___ ENTRIES PROVIDED ___
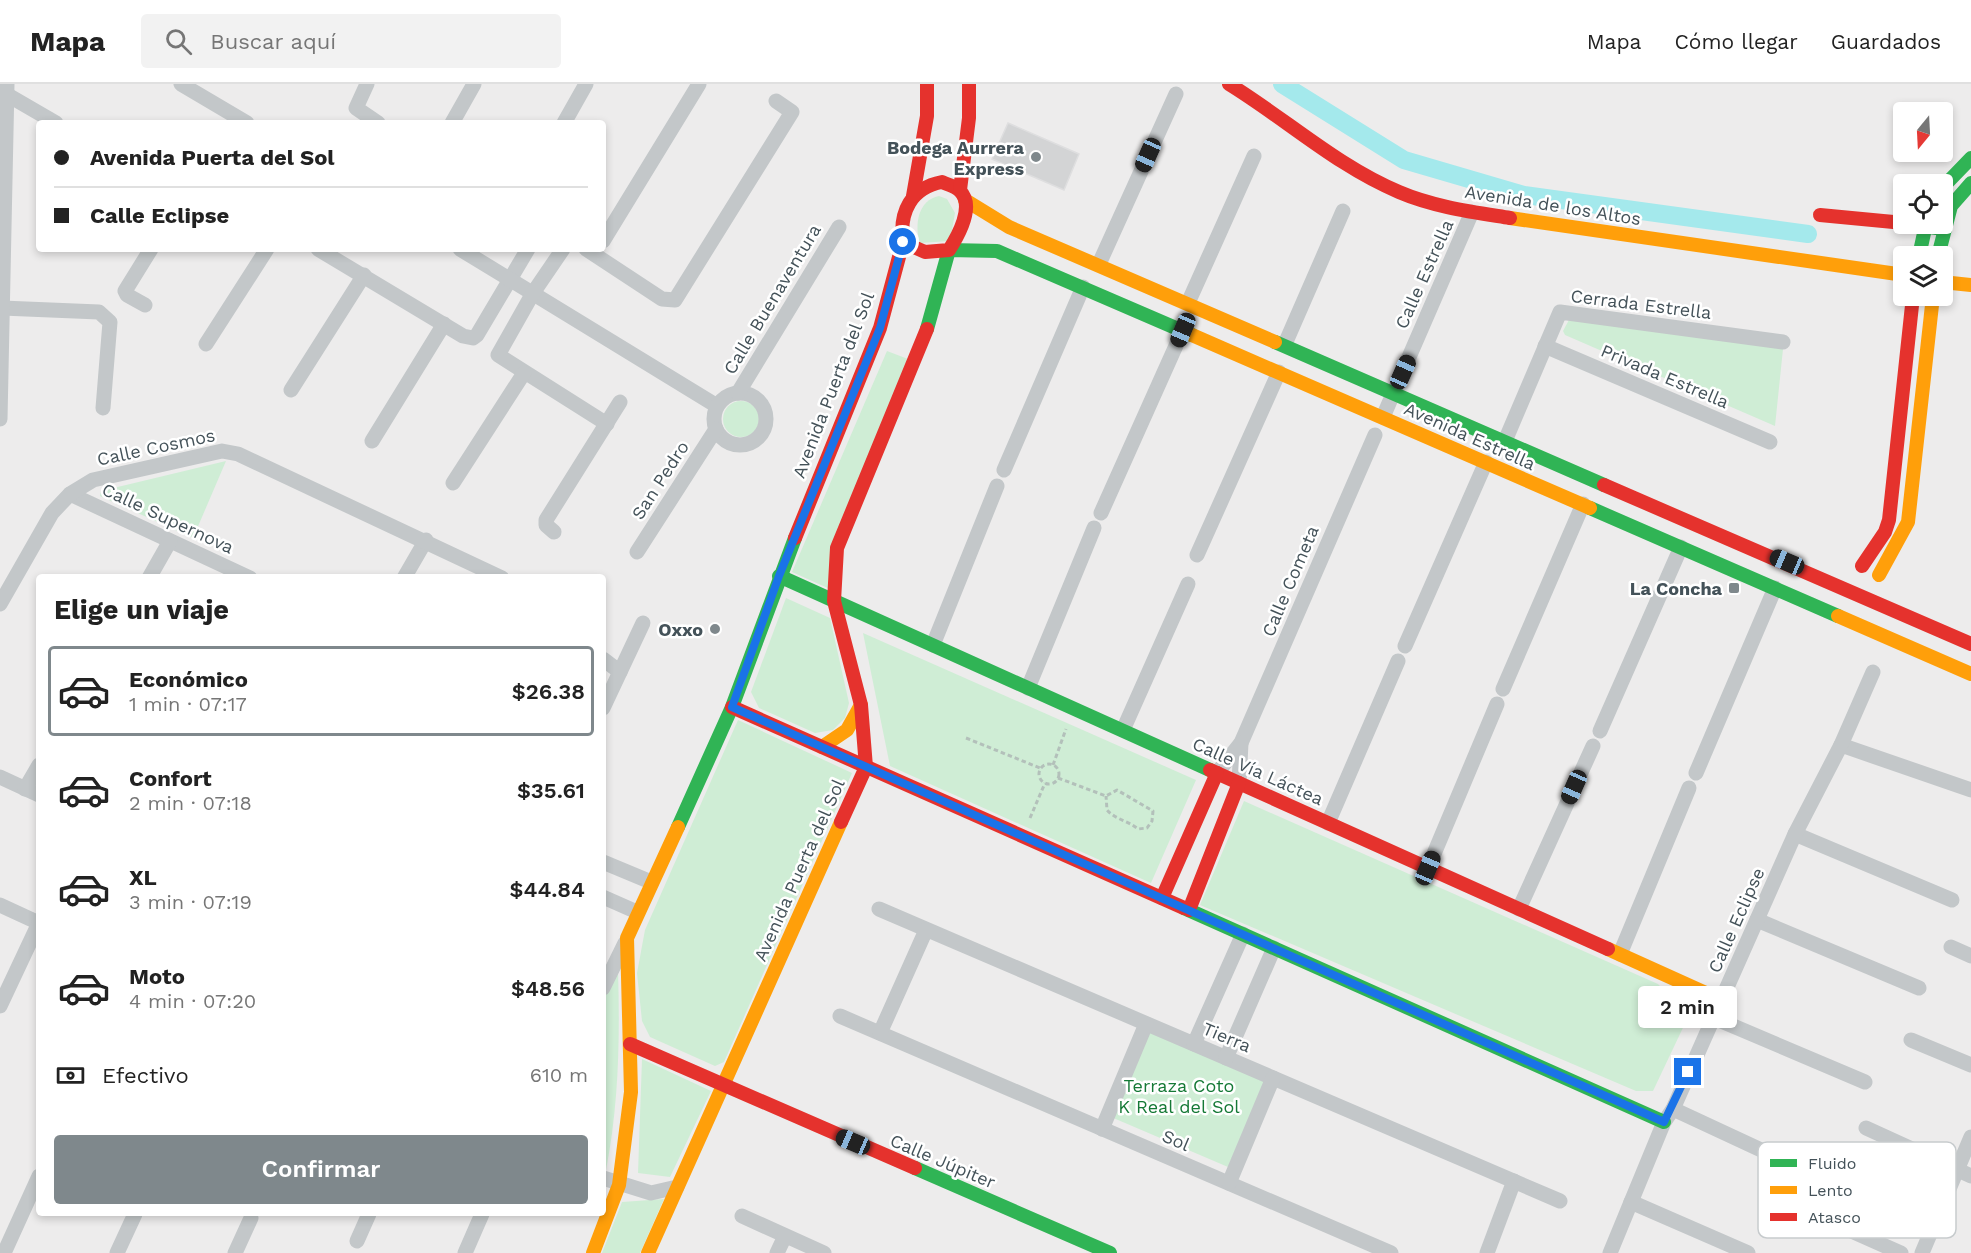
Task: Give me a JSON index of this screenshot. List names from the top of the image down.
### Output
{
  "streets": {
    "street": [
      "Avenida de los Altos",
      "Calle Estrella",
      "Calle Buenaventura",
      "Cerrada Estrella",
      "Privada Estrella",
      "Avenida Puerta del Sol",
      "Avenida Estrella",
      "Calle Cosmos",
      "San Pedro",
      "Calle Supernova",
      "Calle Cometa",
      "Calle Vía Láctea",
      "Calle Eclipse",
      "Tierra",
      "Sol",
      "Calle Júpiter"
    ]
  },
  "crossings": [
    ["Avenida de los Altos", "Calle Estrella"],
    ["Calle Estrella", "Avenida Estrella"],
    ["Calle Buenaventura", "San Pedro"],
    ["Cerrada Estrella", "Privada Estrella"],
    ["Cerrada Estrella", "Avenida Estrella"],
    ["Avenida Puerta del Sol", "Avenida Estrella"],
    ["Avenida Puerta del Sol", "Calle Vía Láctea"],
    ["Avenida Puerta del Sol", "Calle Júpiter"],
    ["Calle Cosmos", "Calle Supernova"],
    ["Calle Cometa", "Calle Vía Láctea"],
    ["Calle Vía Láctea", "Calle Eclipse"]
  ],
  "parks": ["Terraza Coto K Real del Sol"],
  "places": {
    "other": ["Bodega Aurrera Express", "Oxxo"],
    "transit": ["La Concha"]
  },
  "legend": ["Fluido", "Lento", "Atasco"],
  "north": "bottom",
  "page": {
    "header": "Mapa",
    "search": "Buscar aquí",
    "nav": ["Mapa", "Cómo llegar", "Guardados"],
    "banner": ["Avenida Puerta del Sol", "Calle Eclipse"],
    "heading": "Elige un viaje",
    "list": [
      {
        "name": "Económico",
        "note": "1 min · 07:17",
        "value": "$26.38"
      },
      {
        "name": "Confort",
        "note": "2 min · 07:18",
        "value": "$35.61"
      },
      {
        "name": "XL",
        "note": "3 min · 07:19",
        "value": "$44.84"
      },
      {
        "name": "Moto",
        "note": "4 min · 07:20",
        "value": "$48.56"
      }
    ],
    "bubble": "2 min",
    "pay": ["Efectivo", "610 m"],
    "buttons": "Confirmar"
  }
}
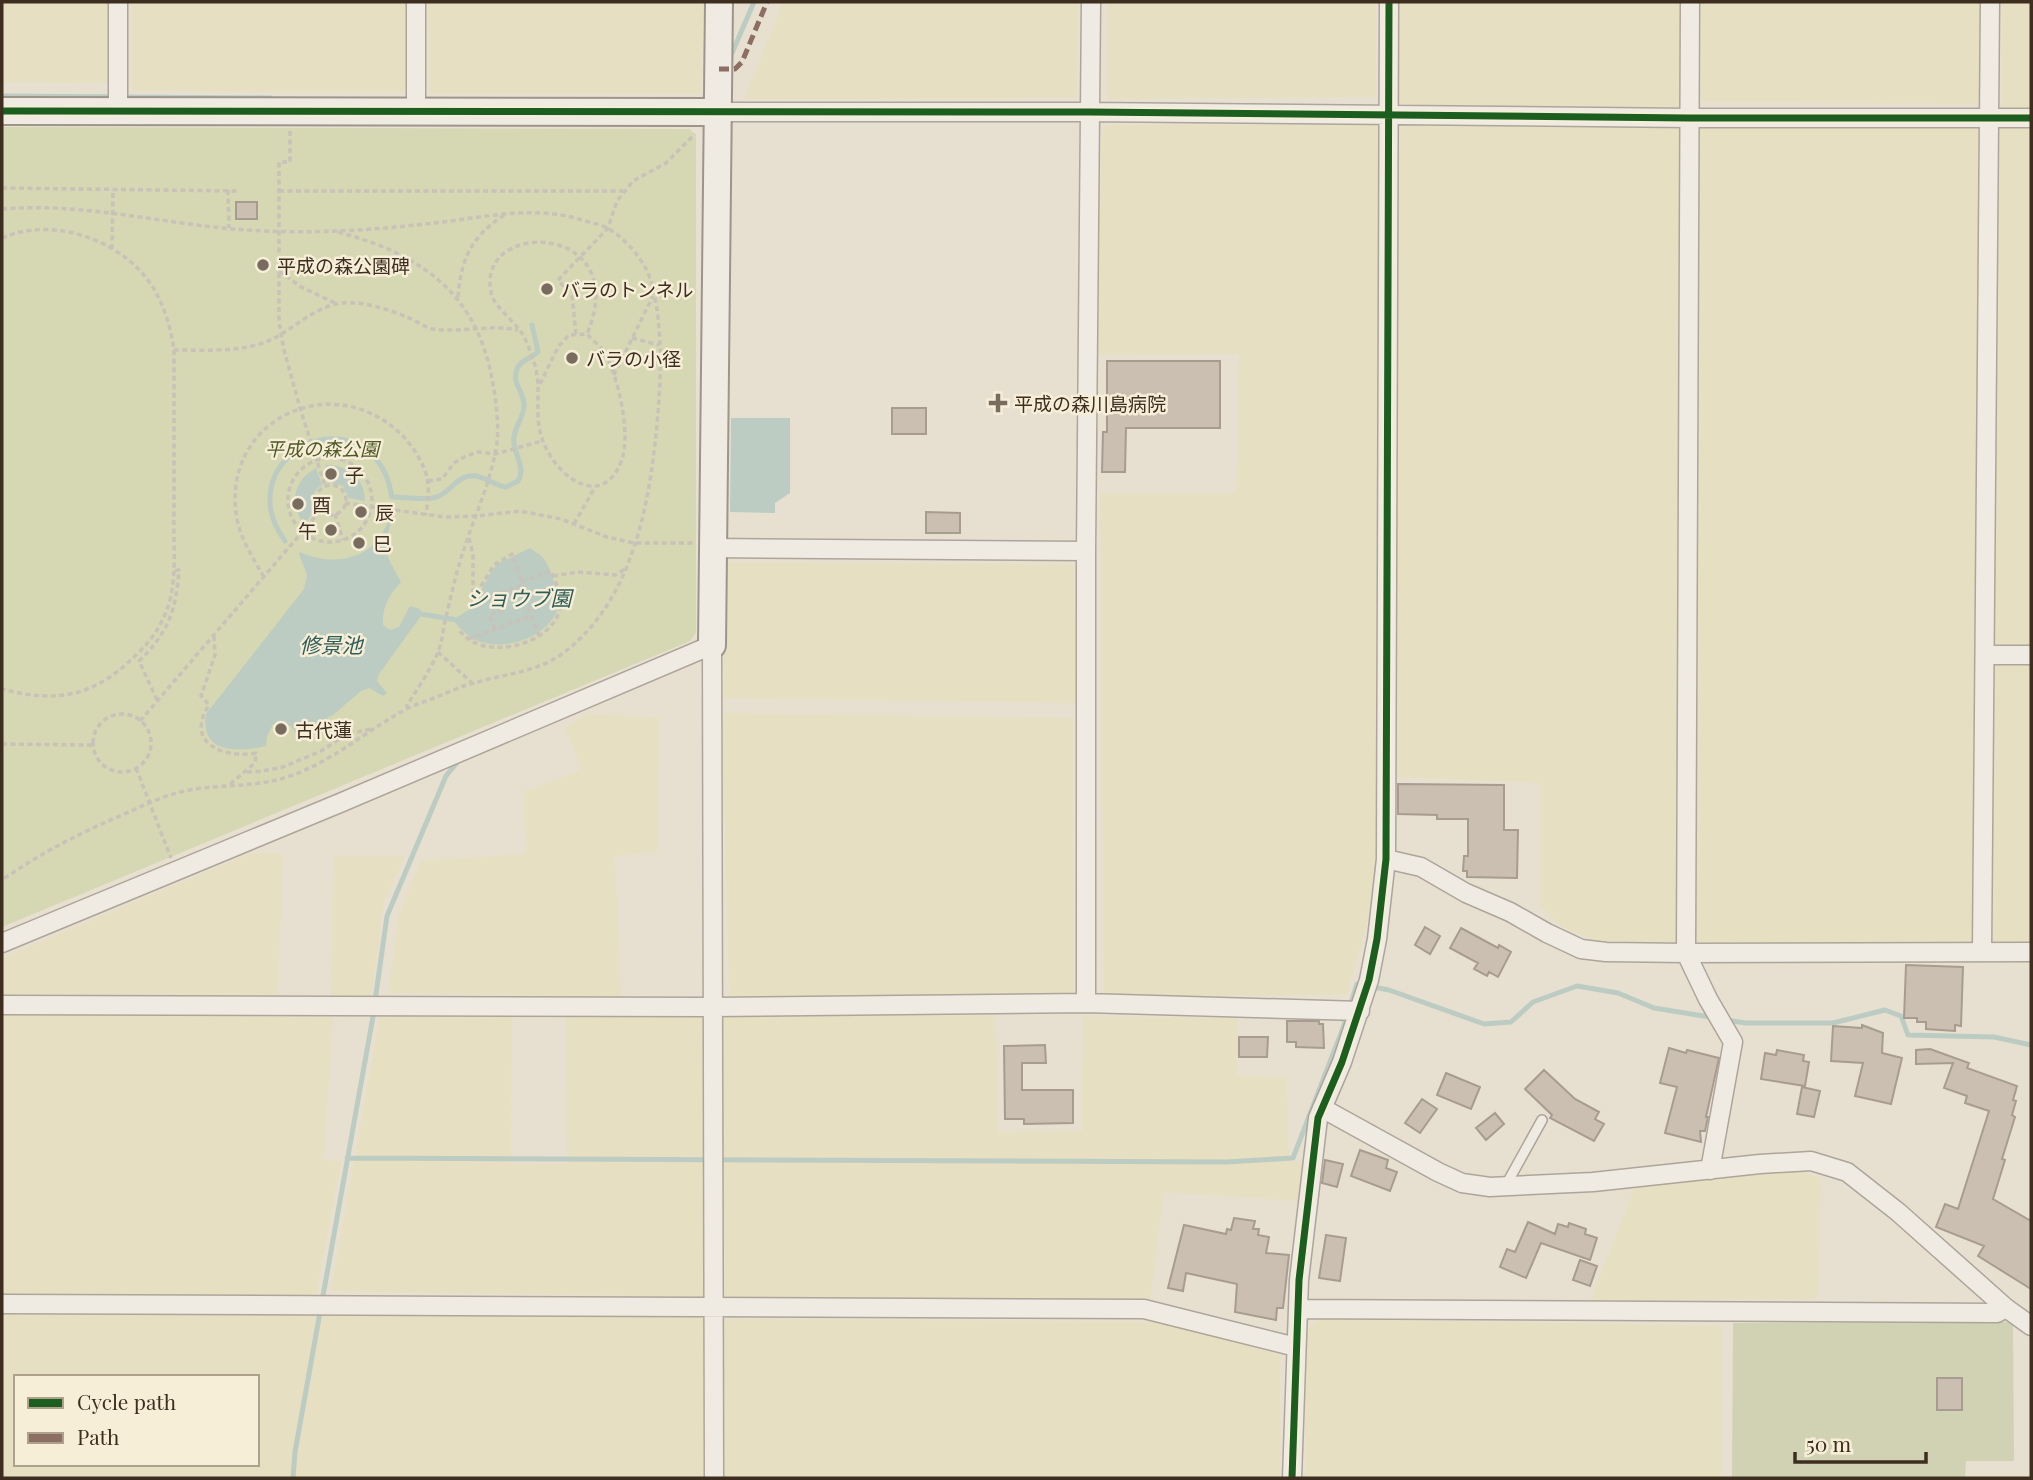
___
TASK INSTRUCTIONS: Copy the records shown above in their entirety and exactly; images are to be left out.

EXERCISE RESULT:
Task: Give me a JSON index of this screenshot. List names from the top of the image down.
### Output
{
  "streets": {
    "street": [
      "Avenida de los Altos",
      "Calle Estrella",
      "Calle Buenaventura",
      "Cerrada Estrella",
      "Privada Estrella",
      "Avenida Puerta del Sol",
      "Avenida Estrella",
      "Calle Cosmos",
      "San Pedro",
      "Calle Supernova",
      "Calle Cometa",
      "Calle Vía Láctea",
      "Calle Eclipse",
      "Tierra",
      "Sol",
      "Calle Júpiter"
    ]
  },
  "crossings": [
    ["Avenida de los Altos", "Calle Estrella"],
    ["Calle Estrella", "Avenida Estrella"],
    ["Calle Buenaventura", "San Pedro"],
    ["Cerrada Estrella", "Privada Estrella"],
    ["Cerrada Estrella", "Avenida Estrella"],
    ["Avenida Puerta del Sol", "Avenida Estrella"],
    ["Avenida Puerta del Sol", "Calle Vía Láctea"],
    ["Avenida Puerta del Sol", "Calle Júpiter"],
    ["Calle Cosmos", "Calle Supernova"],
    ["Calle Cometa", "Calle Vía Láctea"],
    ["Calle Vía Láctea", "Calle Eclipse"]
  ],
  "parks": ["Terraza Coto K Real del Sol"],
  "places": {
    "other": ["Bodega Aurrera Express", "Oxxo"],
    "transit": ["La Concha"]
  },
  "legend": ["Fluido", "Lento", "Atasco"],
  "north": "bottom",
  "page": {
    "header": "Mapa",
    "search": "Buscar aquí",
    "nav": ["Mapa", "Cómo llegar", "Guardados"],
    "banner": ["Avenida Puerta del Sol", "Calle Eclipse"],
    "heading": "Elige un viaje",
    "list": [
      {
        "name": "Económico",
        "note": "1 min · 07:17",
        "value": "$26.38"
      },
      {
        "name": "Confort",
        "note": "2 min · 07:18",
        "value": "$35.61"
      },
      {
        "name": "XL",
        "note": "3 min · 07:19",
        "value": "$44.84"
      },
      {
        "name": "Moto",
        "note": "4 min · 07:20",
        "value": "$48.56"
      }
    ],
    "bubble": "2 min",
    "pay": ["Efectivo", "610 m"],
    "buttons": "Confirmar"
  }
}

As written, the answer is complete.